■ **TASK OBJECTIVE**
Search the entries for the word "graph" and pull out each line that has it.

(Records drawn from a dataset)
------------------------------------------------

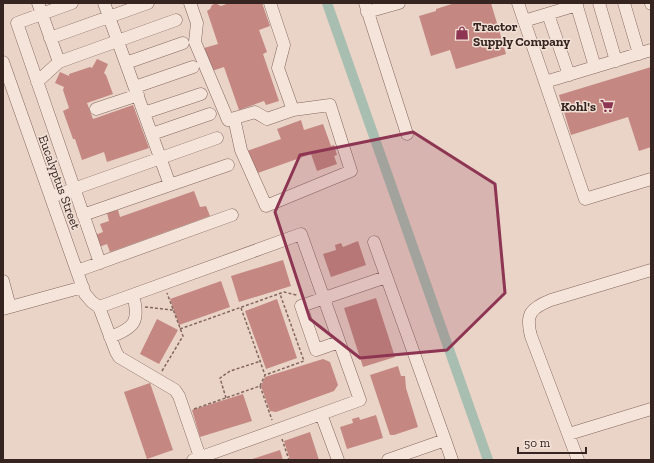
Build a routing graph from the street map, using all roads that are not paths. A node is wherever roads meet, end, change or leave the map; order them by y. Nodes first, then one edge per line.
1 (72, 3) edge
2 (104, 3) edge
3 (148, 3) edge
4 (190, 3) edge
5 (270, 3) edge
6 (398, 3) edge
7 (518, 3) edge
8 (599, 3) edge
9 (624, 3) edge
10 (576, 4) edge
11 (40, 8) edge
12 (366, 8) edge
13 (548, 14) junction
14 (109, 17) junction
15 (176, 20) dead end
16 (524, 21) junction
17 (50, 38) junction
18 (118, 40) junction
19 (183, 43) dead end
20 (651, 50) edge
21 (639, 54) junction
22 (616, 61) junction
23 (3, 62) edge
24 (59, 62) junction
25 (126, 62) junction
26 (192, 67) dead end
27 (595, 67) junction
28 (569, 75) junction
29 (37, 82) junction
30 (545, 82) junction
31 (136, 91) junction
32 (201, 94) dead end
33 (96, 109) dead end
34 (293, 110) junction
35 (144, 113) junction
36 (210, 114) dead end
37 (234, 118) junction
38 (152, 134) junction
39 (408, 134) dead end
40 (217, 138) dead end
41 (160, 157) junction
42 (228, 165) dead end
43 (651, 179) edge
44 (170, 185) junction
45 (74, 189) junction
46 (51, 197) junction
47 (83, 215) junction
48 (232, 216) dead end
49 (374, 242) dead end
50 (100, 263) junction
51 (651, 270) edge
52 (77, 271) junction
53 (386, 278) junction
54 (3, 281) edge
55 (83, 287) junction
56 (324, 299) junction
57 (135, 300) junction
58 (99, 307) junction
59 (6, 308) edge
60 (110, 337) junction
61 (339, 342) junction
62 (651, 409) edge
63 (321, 414) junction
64 (569, 434) junction
65 (445, 440) junction
66 (198, 459) edge
67 (338, 460) edge
68 (388, 460) edge
69 (452, 460) edge
70 (578, 460) edge

1 - 11 street
2 - 14 street
3 - 14 street
4 - 37 street
5 - 34 street
6 - 12 street
7 - 16 street
8 - 22 street
9 - 21 street
10 - 13 street
10 - 27 street
11 - 17 street
11 - 29 street
12 - 39 street
13 - 16 street
13 - 28 street
14 - 17 street
14 - 18 street
15 - 18 street
16 - 30 street
17 - 24 street
18 - 24 street
18 - 25 street
19 - 25 street
20 - 21 street
21 - 22 street
22 - 27 street
23 - 46 street, Eucalyptus Street
24 - 29 street
25 - 31 street
26 - 31 street
27 - 28 street
28 - 30 street
29 - 45 street
30 - 43 street
31 - 33 street
31 - 35 street
32 - 35 street
34 - 37 street
34 - 37 street
35 - 38 street
36 - 38 street
38 - 41 street
40 - 41 street
41 - 44 street
41 - 45 street
42 - 44 street
44 - 47 street
45 - 46 street
45 - 47 street
46 - 52 street, Eucalyptus Street
47 - 50 street
48 - 50 street
49 - 53 street
50 - 52 street
51 - 64 street
52 - 55 street, Eucalyptus Street
53 - 56 street
53 - 65 street
54 - 59 street
55 - 58 street, Eucalyptus Street
55 - 59 street
56 - 57 street
56 - 61 street
56 - 61 street
57 - 58 street
57 - 60 street
58 - 60 street
60 - 66 street
61 - 63 street
62 - 64 street
63 - 66 street
63 - 67 street
64 - 70 street
65 - 68 street
65 - 69 street

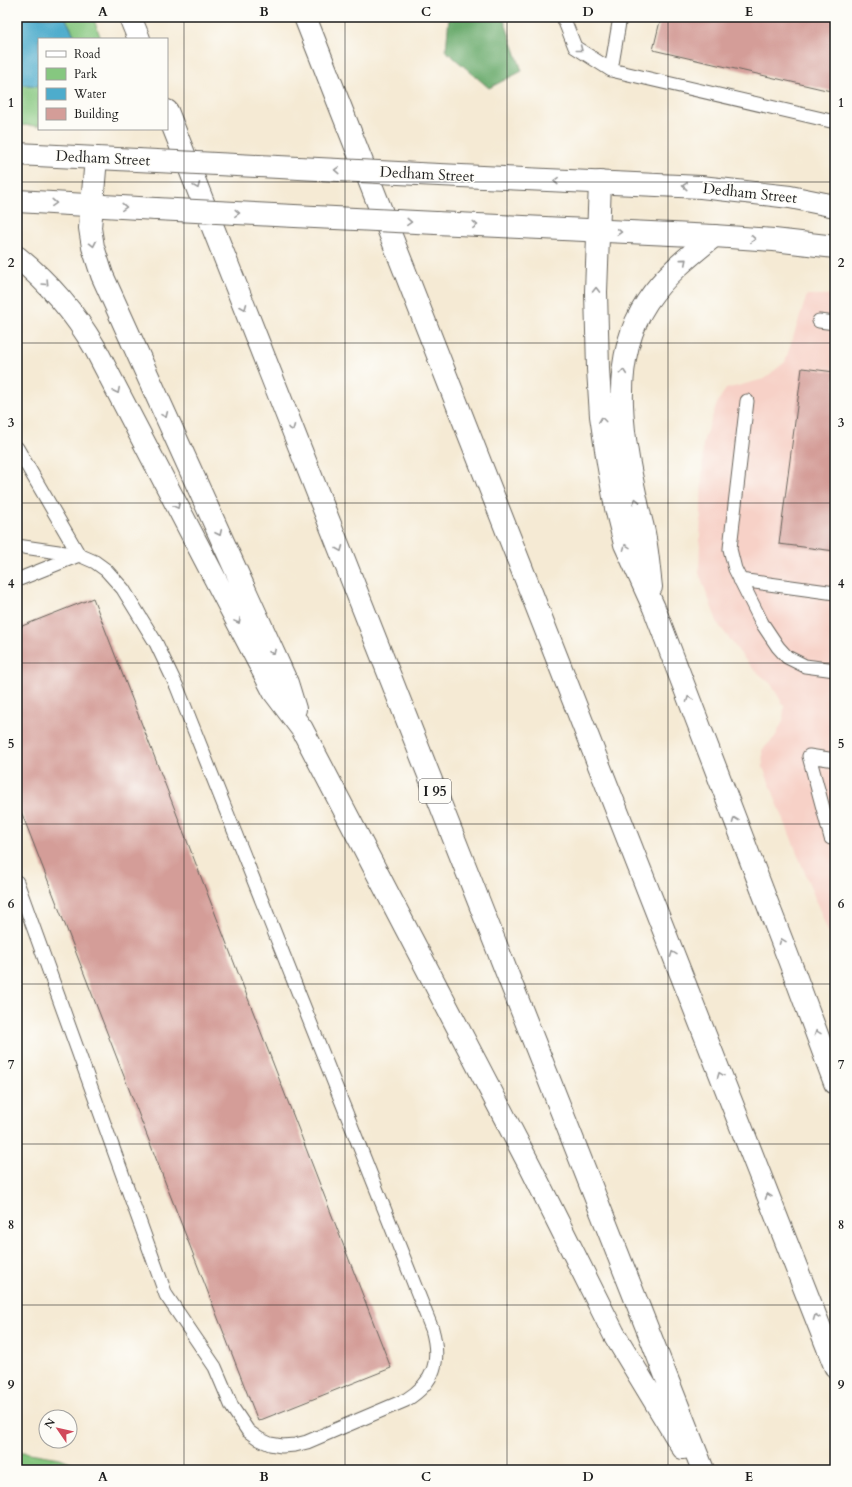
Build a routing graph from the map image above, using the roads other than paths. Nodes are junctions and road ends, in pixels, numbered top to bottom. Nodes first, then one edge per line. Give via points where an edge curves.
1 (130, 17) edge
2 (305, 17) edge
3 (563, 17) edge
4 (620, 17) edge
5 (139, 38) edge
6 (611, 70) junction
7 (168, 114) edge
8 (835, 122) edge
9 (17, 154) edge
10 (96, 158) junction
11 (600, 182) junction
12 (17, 201) edge
13 (91, 205) junction
14 (835, 206) edge
15 (598, 231) junction
16 (714, 236) junction
17 (835, 247) edge
18 (17, 257) edge
19 (819, 321) dead end
20 (835, 323) edge
21 (747, 402) dead end
22 (17, 448) edge
23 (17, 470) edge
24 (32, 472) junction
25 (17, 546) edge
26 (79, 555) junction
27 (17, 580) edge
28 (740, 580) junction
29 (835, 593) edge
30 (654, 608) junction
31 (835, 670) edge
32 (302, 729) junction
33 (835, 760) edge
34 (834, 842) edge
35 (17, 882) edge
36 (835, 1083) edge
37 (835, 1366) edge
38 (696, 1470) edge
39 (703, 1470) edge

1 - 5 main road
37 -> 2 main road
3 -> 6 lane via 575,47
4 - 6 lane
6 - 8 lane
7 -> 39 main road, I 95
9 - 10 main road, Dedham Street
11 -> 10 main road, Dedham Street, bridge
10 - 13 main road
14 -> 11 main road, Dedham Street via 790,197 724,189
11 - 15 main road
12 -> 13 main road
13 -> 15 main road, bridge
13 -> 32 main road via 91,237 102,275 287,683
15 -> 16 main road
30 -> 15 main road via 625,544 616,508 601,416 596,292
16 -> 17 main road
30 -> 16 main road via 646,539 630,466 622,413 625,360 635,324 655,291 682,262
18 -> 32 main road via 53,291 86,333 274,692
19 - 20 lane
21 - 28 lane via 731,539 732,560
22 - 24 lane
23 - 24 lane
24 - 26 lane
25 - 26 lane
26 - 27 lane
26 - 35 lane via 106,570 123,589 156,643 178,687 432,1329 435,1364 425,1386 416,1394 307,1442 294,1445 270,1444 248,1431 232,1407 215,1367 166,1295
28 - 29 lane
28 - 31 lane via 762,623 788,657 805,666
36 -> 30 main road
32 - 38 main road via 531,1168 614,1334
33 - 34 lane via 809,756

------------------------------------------------

■ **OUTPUT FOR THIS EXERCISE**
Build a routing graph from the street map, using all roads that are not paths. A node is wherever roads meet, end, change or leave the map; order them by y. Nodes first, then one edge per line.
Build a routing graph from the map image above, using the roads other than paths. Nodes are junctions and road ends, in pixels, numbered top to bottom. Nodes first, then one edge per line. Give via points where an edge curves.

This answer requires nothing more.